Requirement
Whenever the word "KLEINTAL" turns up in a line of the data below, copy that line.

[Collection entries]
■ ■ ■ ■ ■

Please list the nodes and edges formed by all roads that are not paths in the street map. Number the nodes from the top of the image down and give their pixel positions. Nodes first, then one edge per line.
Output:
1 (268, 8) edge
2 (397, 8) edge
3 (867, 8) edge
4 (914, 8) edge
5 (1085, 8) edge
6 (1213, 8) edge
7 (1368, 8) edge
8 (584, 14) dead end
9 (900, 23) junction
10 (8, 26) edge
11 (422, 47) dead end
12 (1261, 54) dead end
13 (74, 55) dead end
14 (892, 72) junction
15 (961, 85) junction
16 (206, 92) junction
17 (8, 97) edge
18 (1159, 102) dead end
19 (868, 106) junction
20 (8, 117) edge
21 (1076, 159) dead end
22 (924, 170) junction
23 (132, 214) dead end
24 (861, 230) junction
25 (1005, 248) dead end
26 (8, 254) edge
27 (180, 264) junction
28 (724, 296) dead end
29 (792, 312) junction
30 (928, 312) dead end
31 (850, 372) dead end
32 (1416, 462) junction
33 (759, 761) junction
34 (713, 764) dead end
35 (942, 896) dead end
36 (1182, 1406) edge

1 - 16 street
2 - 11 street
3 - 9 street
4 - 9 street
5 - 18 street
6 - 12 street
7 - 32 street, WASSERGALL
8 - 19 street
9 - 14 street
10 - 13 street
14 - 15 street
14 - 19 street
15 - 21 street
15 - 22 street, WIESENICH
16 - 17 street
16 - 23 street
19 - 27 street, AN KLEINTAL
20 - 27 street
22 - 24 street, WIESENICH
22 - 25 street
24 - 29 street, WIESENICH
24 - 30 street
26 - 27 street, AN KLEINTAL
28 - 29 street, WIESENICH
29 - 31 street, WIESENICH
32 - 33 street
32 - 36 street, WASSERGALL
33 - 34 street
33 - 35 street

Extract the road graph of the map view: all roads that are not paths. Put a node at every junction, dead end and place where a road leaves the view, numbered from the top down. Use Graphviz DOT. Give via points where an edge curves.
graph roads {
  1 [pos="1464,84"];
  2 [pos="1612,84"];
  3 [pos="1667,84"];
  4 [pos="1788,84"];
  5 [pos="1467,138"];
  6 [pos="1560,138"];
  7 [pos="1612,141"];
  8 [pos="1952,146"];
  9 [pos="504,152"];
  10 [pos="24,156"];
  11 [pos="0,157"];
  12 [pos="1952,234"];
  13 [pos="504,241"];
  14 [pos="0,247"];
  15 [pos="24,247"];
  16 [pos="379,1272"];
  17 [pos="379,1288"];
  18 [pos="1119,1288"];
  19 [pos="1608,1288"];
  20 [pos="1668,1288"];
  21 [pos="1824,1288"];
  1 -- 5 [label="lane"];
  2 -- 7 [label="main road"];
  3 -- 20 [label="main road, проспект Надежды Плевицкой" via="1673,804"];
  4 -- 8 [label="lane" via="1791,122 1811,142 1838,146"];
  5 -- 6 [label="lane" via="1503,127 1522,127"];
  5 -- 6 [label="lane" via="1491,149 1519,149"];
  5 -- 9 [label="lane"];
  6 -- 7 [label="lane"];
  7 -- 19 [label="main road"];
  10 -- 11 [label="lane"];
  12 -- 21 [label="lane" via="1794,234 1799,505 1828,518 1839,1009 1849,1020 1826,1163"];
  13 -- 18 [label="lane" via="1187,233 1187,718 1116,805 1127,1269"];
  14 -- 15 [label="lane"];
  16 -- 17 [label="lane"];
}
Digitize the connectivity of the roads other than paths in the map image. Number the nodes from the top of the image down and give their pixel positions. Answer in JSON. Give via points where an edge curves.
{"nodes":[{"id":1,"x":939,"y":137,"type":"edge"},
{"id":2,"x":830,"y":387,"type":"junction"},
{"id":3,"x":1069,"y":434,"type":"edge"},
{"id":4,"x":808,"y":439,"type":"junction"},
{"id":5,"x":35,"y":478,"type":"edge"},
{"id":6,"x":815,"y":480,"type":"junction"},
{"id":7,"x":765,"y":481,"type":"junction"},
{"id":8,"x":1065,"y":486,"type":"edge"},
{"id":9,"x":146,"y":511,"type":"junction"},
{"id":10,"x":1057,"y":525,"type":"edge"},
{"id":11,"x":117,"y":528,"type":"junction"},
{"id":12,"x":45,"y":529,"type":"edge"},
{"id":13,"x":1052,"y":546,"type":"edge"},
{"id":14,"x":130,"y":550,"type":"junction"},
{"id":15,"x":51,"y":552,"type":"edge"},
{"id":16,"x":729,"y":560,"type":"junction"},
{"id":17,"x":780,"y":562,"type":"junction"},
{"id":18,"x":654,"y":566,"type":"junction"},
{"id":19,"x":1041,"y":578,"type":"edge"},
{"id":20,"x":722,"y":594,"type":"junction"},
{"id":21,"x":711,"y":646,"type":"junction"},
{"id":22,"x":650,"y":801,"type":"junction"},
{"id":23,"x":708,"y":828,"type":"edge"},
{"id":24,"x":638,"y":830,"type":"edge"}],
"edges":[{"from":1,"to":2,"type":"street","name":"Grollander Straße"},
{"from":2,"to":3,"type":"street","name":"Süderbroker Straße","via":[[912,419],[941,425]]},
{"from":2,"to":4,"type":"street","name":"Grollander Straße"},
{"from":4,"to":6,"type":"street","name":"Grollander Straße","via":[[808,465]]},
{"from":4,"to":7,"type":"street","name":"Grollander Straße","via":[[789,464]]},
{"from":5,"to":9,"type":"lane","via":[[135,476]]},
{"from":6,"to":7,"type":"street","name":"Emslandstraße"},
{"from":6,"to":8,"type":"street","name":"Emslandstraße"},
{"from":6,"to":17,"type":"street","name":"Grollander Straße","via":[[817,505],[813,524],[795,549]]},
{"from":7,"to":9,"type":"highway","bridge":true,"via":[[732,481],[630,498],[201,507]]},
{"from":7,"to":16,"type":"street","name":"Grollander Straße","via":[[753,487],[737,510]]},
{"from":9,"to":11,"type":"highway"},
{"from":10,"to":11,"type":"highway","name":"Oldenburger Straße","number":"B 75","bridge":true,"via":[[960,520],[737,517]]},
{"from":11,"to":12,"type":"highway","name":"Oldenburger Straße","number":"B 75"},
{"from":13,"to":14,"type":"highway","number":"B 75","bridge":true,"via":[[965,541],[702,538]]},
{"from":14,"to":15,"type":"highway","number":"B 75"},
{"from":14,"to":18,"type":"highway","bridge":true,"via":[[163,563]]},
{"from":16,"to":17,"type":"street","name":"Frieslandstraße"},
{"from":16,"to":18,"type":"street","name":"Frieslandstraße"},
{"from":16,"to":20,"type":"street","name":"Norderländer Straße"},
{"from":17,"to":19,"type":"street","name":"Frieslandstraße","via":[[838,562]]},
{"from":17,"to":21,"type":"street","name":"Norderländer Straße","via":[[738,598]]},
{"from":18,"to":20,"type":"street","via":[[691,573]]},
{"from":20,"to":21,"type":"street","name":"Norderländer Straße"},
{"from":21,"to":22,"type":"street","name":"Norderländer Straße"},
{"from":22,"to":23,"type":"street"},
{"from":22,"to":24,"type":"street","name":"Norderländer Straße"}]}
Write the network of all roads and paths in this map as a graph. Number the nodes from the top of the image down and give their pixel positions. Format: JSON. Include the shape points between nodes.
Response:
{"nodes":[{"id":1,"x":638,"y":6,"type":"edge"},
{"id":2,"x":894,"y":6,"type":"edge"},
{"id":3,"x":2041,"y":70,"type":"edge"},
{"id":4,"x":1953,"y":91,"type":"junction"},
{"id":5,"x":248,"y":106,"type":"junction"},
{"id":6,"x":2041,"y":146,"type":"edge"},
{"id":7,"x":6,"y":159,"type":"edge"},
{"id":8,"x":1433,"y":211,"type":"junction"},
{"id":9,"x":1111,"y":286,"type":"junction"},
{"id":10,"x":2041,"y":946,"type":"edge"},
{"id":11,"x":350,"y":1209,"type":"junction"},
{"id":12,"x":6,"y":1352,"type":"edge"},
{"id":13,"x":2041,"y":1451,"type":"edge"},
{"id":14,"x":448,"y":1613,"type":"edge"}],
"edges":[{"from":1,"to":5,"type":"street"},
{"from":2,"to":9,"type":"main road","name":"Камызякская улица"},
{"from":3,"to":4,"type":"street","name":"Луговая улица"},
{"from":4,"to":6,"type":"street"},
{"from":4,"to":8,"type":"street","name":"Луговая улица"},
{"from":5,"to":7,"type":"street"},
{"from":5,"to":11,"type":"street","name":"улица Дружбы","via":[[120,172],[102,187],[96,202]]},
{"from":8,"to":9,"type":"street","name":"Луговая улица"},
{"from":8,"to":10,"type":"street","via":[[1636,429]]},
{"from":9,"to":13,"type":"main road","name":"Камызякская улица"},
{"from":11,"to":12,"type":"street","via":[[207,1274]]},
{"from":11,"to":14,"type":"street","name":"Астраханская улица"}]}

■ ■ ■ ■ ■

Answer to the problem
19 - 27 street, AN KLEINTAL
26 - 27 street, AN KLEINTAL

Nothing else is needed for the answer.